Required action :: If a record holds a picture, omit the picture, but copy everything else below exactly.

Given data ::
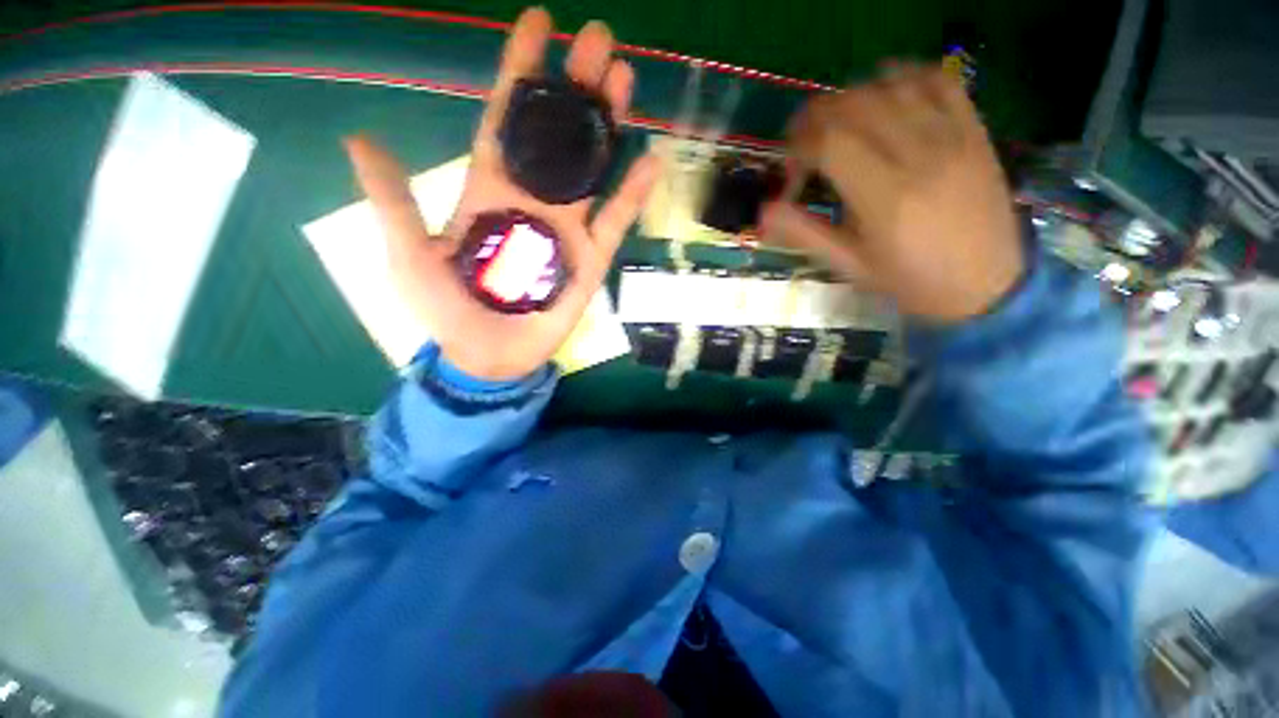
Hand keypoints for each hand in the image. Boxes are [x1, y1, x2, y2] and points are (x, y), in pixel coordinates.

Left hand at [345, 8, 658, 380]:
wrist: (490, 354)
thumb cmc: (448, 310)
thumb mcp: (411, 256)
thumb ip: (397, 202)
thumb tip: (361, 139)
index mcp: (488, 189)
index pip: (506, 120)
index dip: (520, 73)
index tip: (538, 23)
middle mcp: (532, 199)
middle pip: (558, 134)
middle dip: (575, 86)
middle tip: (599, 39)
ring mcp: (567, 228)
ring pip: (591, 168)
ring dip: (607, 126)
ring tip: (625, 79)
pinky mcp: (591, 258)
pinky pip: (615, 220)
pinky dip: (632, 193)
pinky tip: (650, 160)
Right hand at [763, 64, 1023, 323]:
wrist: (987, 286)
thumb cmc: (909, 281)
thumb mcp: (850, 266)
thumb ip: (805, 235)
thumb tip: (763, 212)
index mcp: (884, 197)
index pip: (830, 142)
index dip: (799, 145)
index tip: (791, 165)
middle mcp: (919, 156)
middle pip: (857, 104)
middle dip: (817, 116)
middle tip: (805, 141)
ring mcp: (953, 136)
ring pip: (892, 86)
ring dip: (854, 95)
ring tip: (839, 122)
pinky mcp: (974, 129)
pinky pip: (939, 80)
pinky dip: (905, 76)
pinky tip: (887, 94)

Solution for this task ::
Hand keypoints for each hand in the image. Boxes are [x1, y1, x2, y2] and points are (x, y), in pixel coordinates.

Left hand at [345, 8, 658, 380]:
wrist: (490, 354)
thumb cmc: (448, 310)
thumb mcp: (411, 256)
thumb ip: (397, 202)
thumb tip: (361, 139)
index mcp: (488, 189)
index pip: (506, 120)
index dip: (520, 73)
index tip: (538, 23)
middle mcp: (532, 199)
middle pip: (558, 134)
middle dip: (575, 86)
middle tip: (599, 39)
ring mcp: (567, 228)
ring pip: (591, 168)
ring dip: (607, 126)
ring tip: (625, 79)
pinky mcp: (591, 258)
pinky pip: (615, 220)
pinky dip: (632, 193)
pinky tip: (650, 160)
Right hand at [763, 64, 1023, 323]:
wrist: (987, 286)
thumb cmc: (909, 281)
thumb mcp: (850, 266)
thumb ip: (805, 235)
thumb tip: (763, 212)
index mcp: (884, 197)
index pip: (830, 142)
index dip: (799, 145)
index tip: (791, 165)
middle mcp: (919, 156)
middle pip: (857, 104)
middle dip: (817, 116)
middle tip: (805, 141)
ring mcp: (953, 136)
ring pip: (892, 86)
ring dip: (854, 95)
ring tip: (839, 122)
pinky mcp: (974, 129)
pinky pip: (939, 80)
pinky dip: (905, 76)
pinky tip: (887, 94)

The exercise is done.